___ Input material ___
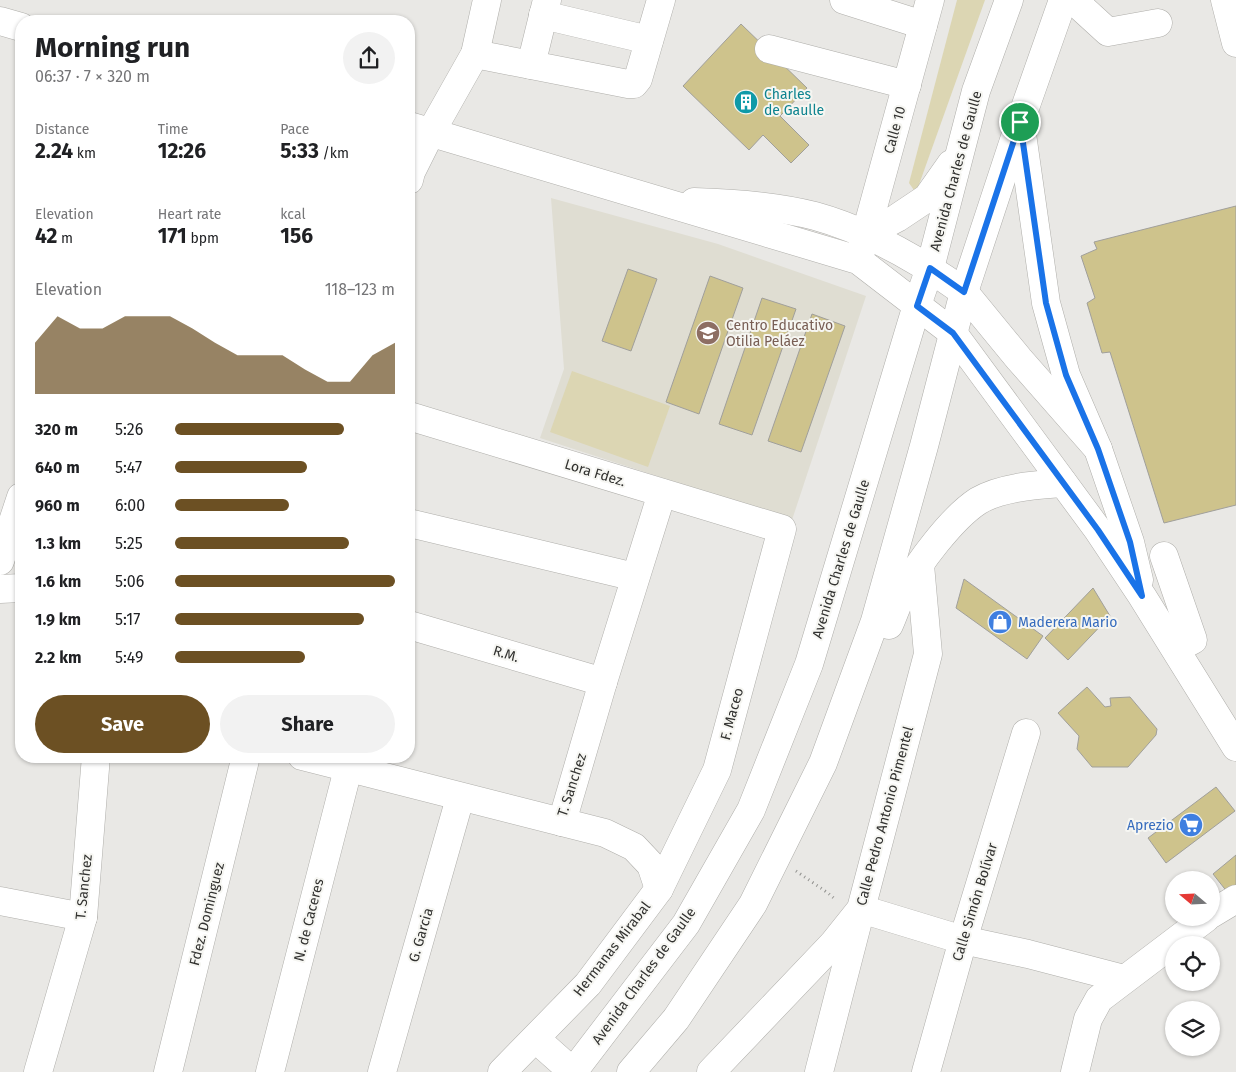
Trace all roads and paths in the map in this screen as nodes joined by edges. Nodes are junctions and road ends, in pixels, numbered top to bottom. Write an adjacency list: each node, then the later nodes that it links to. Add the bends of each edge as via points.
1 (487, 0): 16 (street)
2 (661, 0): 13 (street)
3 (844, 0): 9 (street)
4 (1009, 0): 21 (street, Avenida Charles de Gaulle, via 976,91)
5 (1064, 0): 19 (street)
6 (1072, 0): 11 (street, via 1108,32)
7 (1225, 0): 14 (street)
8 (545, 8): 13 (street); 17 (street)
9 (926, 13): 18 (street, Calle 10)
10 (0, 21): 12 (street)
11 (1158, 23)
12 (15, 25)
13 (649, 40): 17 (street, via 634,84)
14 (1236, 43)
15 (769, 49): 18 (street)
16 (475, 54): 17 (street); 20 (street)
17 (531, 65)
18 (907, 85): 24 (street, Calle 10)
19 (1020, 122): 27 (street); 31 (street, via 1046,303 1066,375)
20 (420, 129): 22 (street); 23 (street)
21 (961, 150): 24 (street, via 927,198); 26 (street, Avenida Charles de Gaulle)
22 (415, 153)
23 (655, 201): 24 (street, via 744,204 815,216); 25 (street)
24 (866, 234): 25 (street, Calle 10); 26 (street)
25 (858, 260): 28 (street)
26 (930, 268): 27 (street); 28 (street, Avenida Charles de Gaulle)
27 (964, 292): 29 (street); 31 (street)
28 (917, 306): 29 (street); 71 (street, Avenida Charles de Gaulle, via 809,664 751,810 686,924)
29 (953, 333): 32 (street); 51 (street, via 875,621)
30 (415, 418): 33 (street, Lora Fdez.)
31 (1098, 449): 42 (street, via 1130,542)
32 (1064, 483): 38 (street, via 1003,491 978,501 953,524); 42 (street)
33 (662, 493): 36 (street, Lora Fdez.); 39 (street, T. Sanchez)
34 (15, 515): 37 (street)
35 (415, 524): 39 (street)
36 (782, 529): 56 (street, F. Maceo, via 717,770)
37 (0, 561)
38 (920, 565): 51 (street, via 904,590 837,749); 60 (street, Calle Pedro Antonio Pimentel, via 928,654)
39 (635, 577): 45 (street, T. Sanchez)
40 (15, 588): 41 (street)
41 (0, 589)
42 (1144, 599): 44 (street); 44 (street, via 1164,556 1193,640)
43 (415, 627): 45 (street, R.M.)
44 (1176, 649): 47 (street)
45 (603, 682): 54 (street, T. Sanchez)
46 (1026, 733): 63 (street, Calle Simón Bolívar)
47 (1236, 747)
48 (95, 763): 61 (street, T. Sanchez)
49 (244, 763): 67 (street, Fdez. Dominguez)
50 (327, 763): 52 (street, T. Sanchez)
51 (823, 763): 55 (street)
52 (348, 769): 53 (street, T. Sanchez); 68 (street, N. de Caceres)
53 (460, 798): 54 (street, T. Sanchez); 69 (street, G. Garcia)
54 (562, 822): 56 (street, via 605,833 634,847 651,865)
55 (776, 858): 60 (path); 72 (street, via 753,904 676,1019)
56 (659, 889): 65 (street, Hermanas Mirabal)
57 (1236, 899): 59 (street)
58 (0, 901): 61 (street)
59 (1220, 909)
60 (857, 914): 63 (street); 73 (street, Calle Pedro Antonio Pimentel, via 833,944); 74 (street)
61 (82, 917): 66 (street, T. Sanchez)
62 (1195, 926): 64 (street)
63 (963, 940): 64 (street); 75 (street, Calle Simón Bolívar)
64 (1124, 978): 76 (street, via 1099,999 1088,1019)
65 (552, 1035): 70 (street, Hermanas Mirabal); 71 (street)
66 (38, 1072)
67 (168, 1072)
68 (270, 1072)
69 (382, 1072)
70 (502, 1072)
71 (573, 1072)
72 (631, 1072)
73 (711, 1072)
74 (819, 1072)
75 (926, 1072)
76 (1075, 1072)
___
___ Input material ___
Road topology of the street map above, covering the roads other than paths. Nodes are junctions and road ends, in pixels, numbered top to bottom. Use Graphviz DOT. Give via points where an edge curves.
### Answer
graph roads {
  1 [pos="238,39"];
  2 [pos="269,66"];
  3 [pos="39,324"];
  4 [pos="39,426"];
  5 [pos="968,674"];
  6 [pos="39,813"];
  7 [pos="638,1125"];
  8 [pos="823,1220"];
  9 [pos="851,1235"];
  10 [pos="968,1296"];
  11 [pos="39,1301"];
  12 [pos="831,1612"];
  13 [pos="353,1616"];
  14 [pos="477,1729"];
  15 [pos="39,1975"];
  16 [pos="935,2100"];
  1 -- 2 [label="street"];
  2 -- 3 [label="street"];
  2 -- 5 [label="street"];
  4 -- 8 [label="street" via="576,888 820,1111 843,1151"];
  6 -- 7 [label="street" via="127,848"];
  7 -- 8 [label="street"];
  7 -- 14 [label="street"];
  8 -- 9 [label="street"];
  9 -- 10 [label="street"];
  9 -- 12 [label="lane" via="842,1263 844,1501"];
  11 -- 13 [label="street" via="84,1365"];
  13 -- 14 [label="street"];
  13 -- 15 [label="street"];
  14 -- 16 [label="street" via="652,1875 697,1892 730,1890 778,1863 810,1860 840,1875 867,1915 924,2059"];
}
___
___ Input material ___
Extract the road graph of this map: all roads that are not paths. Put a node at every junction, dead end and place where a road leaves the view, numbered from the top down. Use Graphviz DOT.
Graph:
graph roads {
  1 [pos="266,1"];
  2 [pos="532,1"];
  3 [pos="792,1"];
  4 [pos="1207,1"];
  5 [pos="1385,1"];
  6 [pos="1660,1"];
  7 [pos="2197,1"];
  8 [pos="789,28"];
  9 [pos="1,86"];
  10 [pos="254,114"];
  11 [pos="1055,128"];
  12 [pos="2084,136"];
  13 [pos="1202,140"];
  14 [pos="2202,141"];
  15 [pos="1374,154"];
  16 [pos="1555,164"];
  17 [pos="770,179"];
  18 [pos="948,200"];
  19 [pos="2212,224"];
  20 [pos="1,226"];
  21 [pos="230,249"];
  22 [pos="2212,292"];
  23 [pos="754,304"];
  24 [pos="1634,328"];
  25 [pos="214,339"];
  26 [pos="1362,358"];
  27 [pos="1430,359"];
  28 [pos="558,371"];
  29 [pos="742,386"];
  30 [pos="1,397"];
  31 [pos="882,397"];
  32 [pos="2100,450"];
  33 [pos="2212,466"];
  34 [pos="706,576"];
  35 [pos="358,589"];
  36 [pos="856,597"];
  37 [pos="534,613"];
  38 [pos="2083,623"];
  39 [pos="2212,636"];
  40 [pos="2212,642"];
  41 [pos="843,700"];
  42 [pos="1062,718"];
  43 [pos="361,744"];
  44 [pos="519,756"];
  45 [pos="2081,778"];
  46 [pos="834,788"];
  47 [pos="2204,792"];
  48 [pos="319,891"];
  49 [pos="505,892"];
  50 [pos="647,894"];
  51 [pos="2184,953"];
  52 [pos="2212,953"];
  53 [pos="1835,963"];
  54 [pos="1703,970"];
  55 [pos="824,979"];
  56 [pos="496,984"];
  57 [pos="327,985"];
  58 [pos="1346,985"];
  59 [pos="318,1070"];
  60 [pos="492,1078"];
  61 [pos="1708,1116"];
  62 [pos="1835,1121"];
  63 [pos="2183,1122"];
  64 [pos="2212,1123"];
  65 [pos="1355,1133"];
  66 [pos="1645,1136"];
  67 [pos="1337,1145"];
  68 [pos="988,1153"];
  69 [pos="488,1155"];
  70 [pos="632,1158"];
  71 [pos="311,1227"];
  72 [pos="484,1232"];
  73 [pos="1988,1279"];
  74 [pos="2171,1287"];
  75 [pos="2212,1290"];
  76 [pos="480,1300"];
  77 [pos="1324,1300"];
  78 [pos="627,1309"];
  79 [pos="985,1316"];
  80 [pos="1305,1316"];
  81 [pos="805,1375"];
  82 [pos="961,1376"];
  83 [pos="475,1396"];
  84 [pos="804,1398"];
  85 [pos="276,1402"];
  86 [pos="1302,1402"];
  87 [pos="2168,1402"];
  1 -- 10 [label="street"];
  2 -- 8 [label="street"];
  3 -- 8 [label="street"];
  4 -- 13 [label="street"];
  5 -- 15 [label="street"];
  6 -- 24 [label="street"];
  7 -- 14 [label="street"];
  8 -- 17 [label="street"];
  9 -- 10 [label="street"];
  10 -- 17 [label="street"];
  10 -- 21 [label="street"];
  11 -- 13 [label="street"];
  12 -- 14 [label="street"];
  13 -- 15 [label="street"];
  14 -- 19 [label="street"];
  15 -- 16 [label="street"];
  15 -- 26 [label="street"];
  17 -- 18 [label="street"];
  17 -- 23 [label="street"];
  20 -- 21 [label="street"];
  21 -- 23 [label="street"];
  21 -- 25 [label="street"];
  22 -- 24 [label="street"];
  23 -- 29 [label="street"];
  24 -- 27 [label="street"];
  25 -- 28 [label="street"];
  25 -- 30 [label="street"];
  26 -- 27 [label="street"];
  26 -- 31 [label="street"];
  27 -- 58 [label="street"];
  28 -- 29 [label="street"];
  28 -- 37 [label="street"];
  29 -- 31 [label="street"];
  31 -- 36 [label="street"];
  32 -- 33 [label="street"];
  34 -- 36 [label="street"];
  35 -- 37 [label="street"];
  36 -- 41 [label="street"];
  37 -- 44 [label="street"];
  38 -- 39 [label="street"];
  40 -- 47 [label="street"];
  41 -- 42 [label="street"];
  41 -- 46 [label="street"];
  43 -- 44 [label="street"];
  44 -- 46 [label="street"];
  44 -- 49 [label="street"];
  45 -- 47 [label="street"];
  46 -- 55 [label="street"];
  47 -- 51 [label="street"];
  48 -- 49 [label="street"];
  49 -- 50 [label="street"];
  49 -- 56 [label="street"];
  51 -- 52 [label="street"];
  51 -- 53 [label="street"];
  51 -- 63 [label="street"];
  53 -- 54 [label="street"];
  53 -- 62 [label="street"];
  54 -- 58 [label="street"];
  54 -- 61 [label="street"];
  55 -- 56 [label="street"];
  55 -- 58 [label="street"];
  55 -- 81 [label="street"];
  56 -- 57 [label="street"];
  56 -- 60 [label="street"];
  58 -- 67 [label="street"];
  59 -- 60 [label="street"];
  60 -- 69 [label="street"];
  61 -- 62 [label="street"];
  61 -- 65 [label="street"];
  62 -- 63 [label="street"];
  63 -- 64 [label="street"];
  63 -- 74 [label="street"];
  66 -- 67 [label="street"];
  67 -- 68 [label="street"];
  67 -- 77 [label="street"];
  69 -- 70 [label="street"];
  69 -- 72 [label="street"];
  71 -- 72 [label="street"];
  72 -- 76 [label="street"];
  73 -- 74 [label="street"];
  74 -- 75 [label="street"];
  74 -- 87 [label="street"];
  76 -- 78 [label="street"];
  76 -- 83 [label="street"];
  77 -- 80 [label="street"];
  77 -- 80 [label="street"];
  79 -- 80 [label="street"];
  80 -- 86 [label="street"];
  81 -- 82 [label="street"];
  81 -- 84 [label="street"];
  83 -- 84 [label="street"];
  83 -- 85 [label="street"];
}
___
Task – If a line above holds the word "where", copy it.

Solution to the exercise –
Road topology of the street map above, covering the roads other than paths. Nodes are junctions and road ends, in pixels, numbered top to bottom. Use Graphviz DOT. Give via points where an edge curves.
Extract the road graph of this map: all roads that are not paths. Put a node at every junction, dead end and place where a road leaves the view, numbered from the top down. Use Graphviz DOT.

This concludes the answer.